→ EXERCISE INPUT:
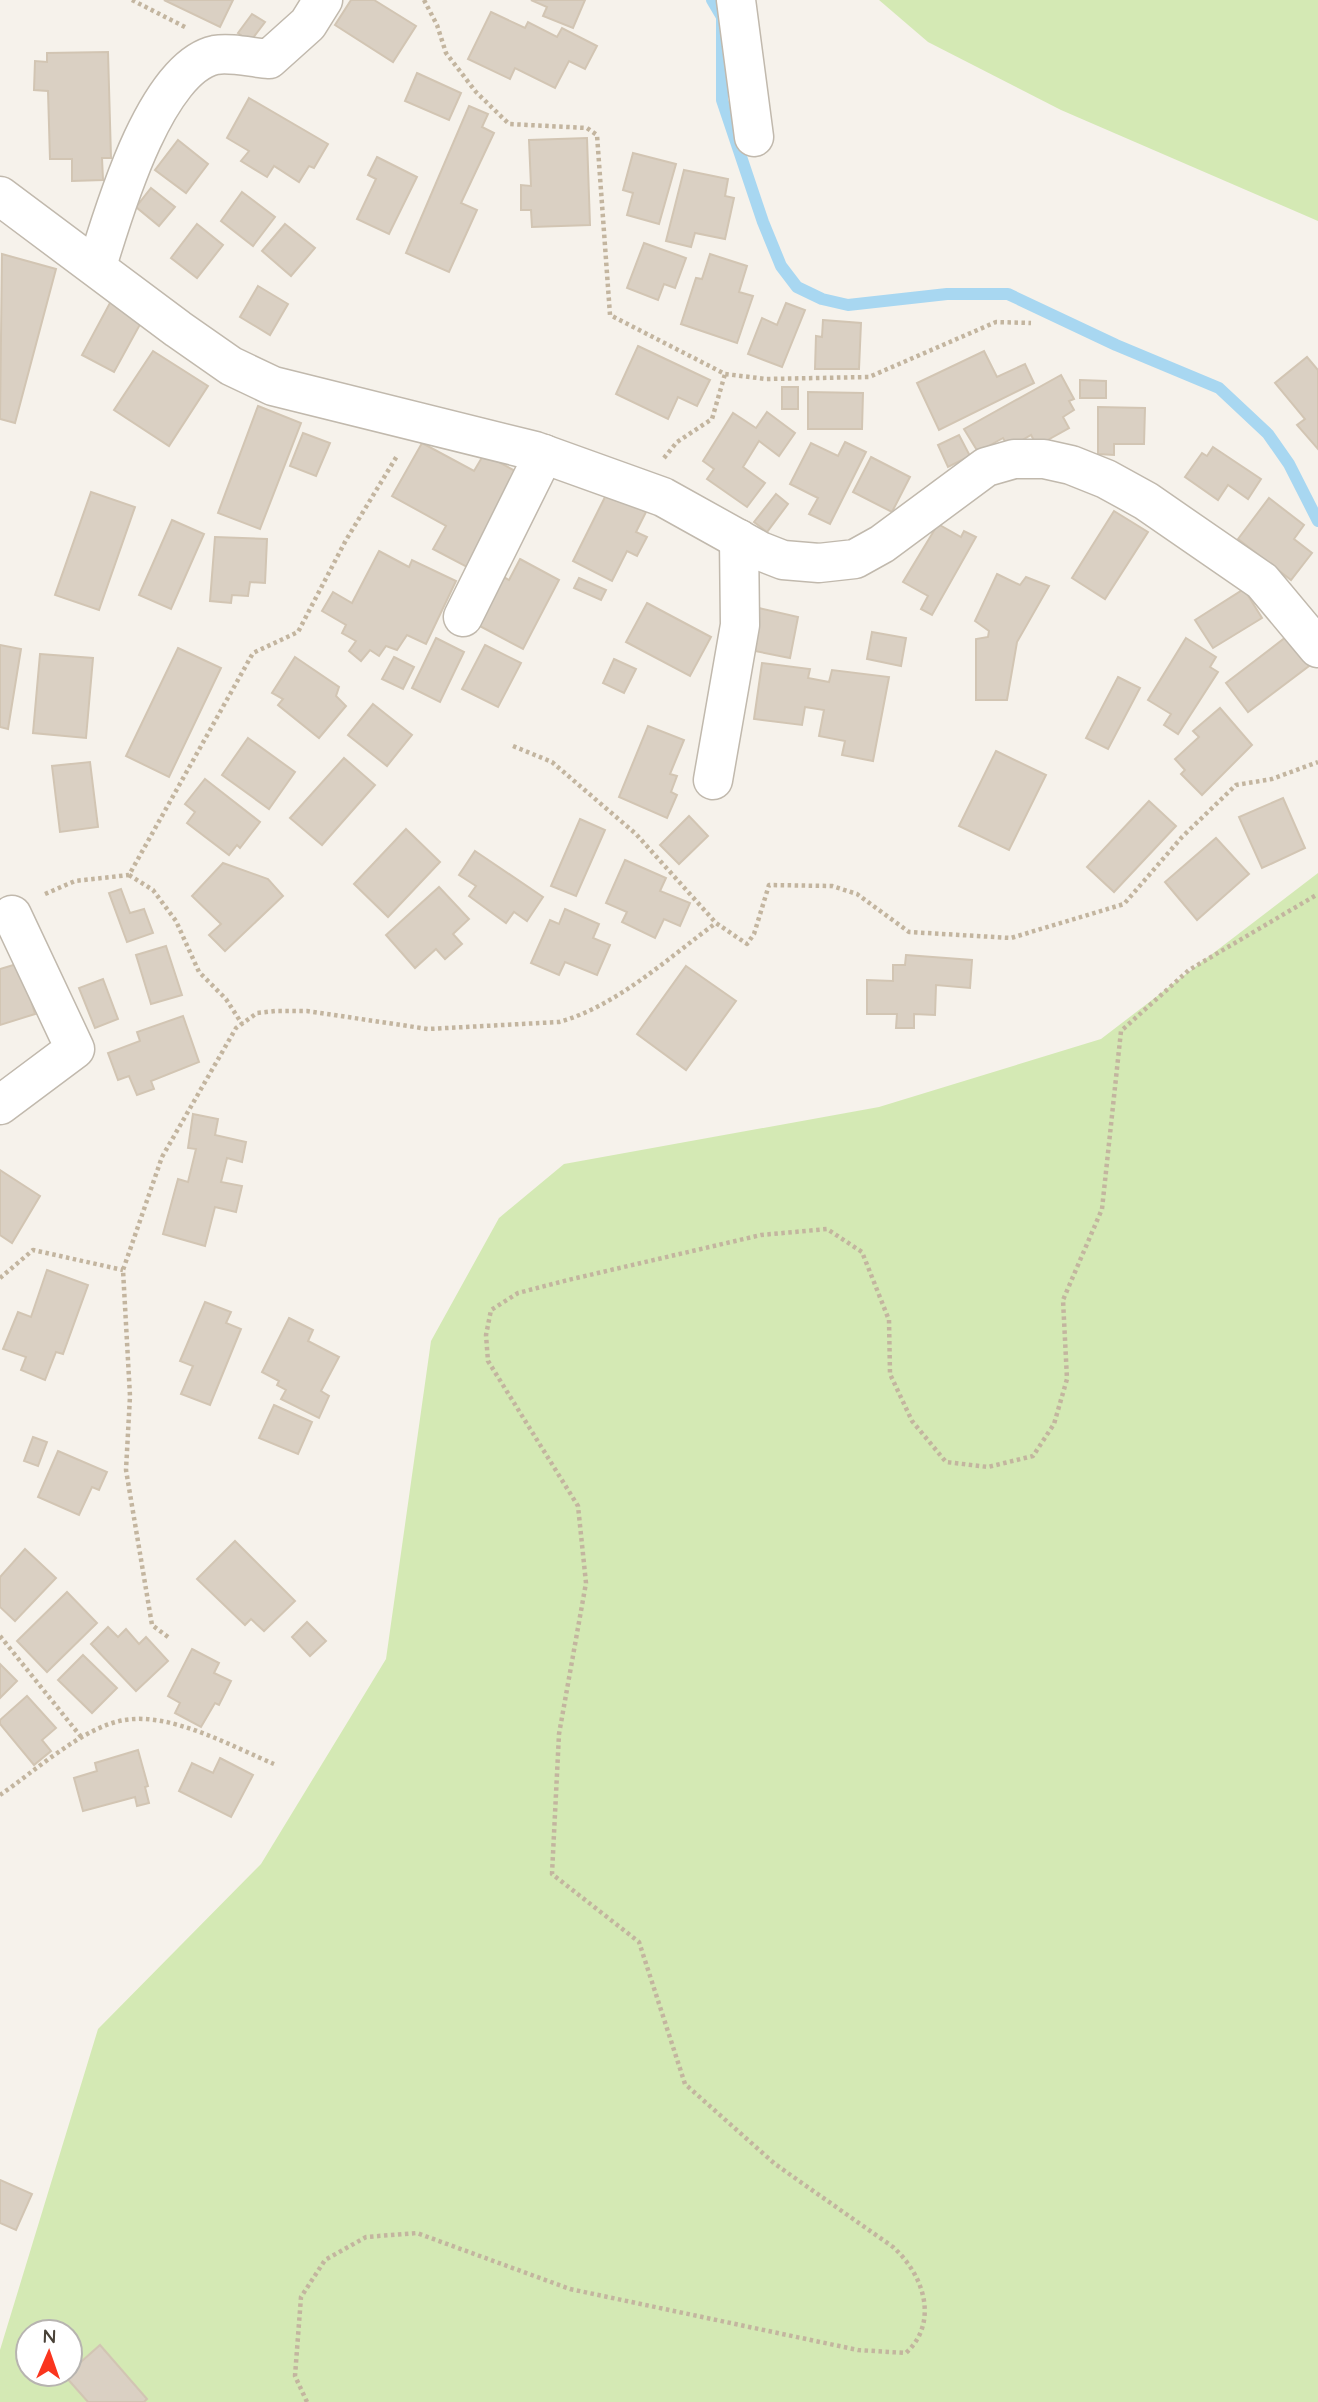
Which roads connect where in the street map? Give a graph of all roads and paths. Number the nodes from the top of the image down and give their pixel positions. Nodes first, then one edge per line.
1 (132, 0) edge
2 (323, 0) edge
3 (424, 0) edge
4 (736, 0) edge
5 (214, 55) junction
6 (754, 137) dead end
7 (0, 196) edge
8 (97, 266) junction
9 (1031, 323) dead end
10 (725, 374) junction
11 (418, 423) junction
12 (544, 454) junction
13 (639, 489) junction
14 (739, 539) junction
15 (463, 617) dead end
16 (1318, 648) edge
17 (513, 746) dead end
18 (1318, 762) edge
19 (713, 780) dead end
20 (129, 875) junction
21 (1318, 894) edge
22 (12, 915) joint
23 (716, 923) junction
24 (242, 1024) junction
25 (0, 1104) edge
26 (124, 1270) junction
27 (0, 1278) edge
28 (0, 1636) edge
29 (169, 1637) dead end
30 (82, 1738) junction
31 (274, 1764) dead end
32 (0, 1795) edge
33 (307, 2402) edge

→ TASK DESCRIPTION: What you return must match the entries above exactly, apart from the pictures, which are left out.

→ TASK RESULT:
Which roads connect where in the street map? Give a graph of all roads and paths. Number the nodes from the top of the image down and give their pixel positions. Nodes first, then one edge per line.
1 (132, 0) edge
2 (323, 0) edge
3 (424, 0) edge
4 (736, 0) edge
5 (214, 55) junction
6 (754, 137) dead end
7 (0, 196) edge
8 (97, 266) junction
9 (1031, 323) dead end
10 (725, 374) junction
11 (418, 423) junction
12 (544, 454) junction
13 (639, 489) junction
14 (739, 539) junction
15 (463, 617) dead end
16 (1318, 648) edge
17 (513, 746) dead end
18 (1318, 762) edge
19 (713, 780) dead end
20 (129, 875) junction
21 (1318, 894) edge
22 (12, 915) joint
23 (716, 923) junction
24 (242, 1024) junction
25 (0, 1104) edge
26 (124, 1270) junction
27 (0, 1278) edge
28 (0, 1636) edge
29 (169, 1637) dead end
30 (82, 1738) junction
31 (274, 1764) dead end
32 (0, 1795) edge
33 (307, 2402) edge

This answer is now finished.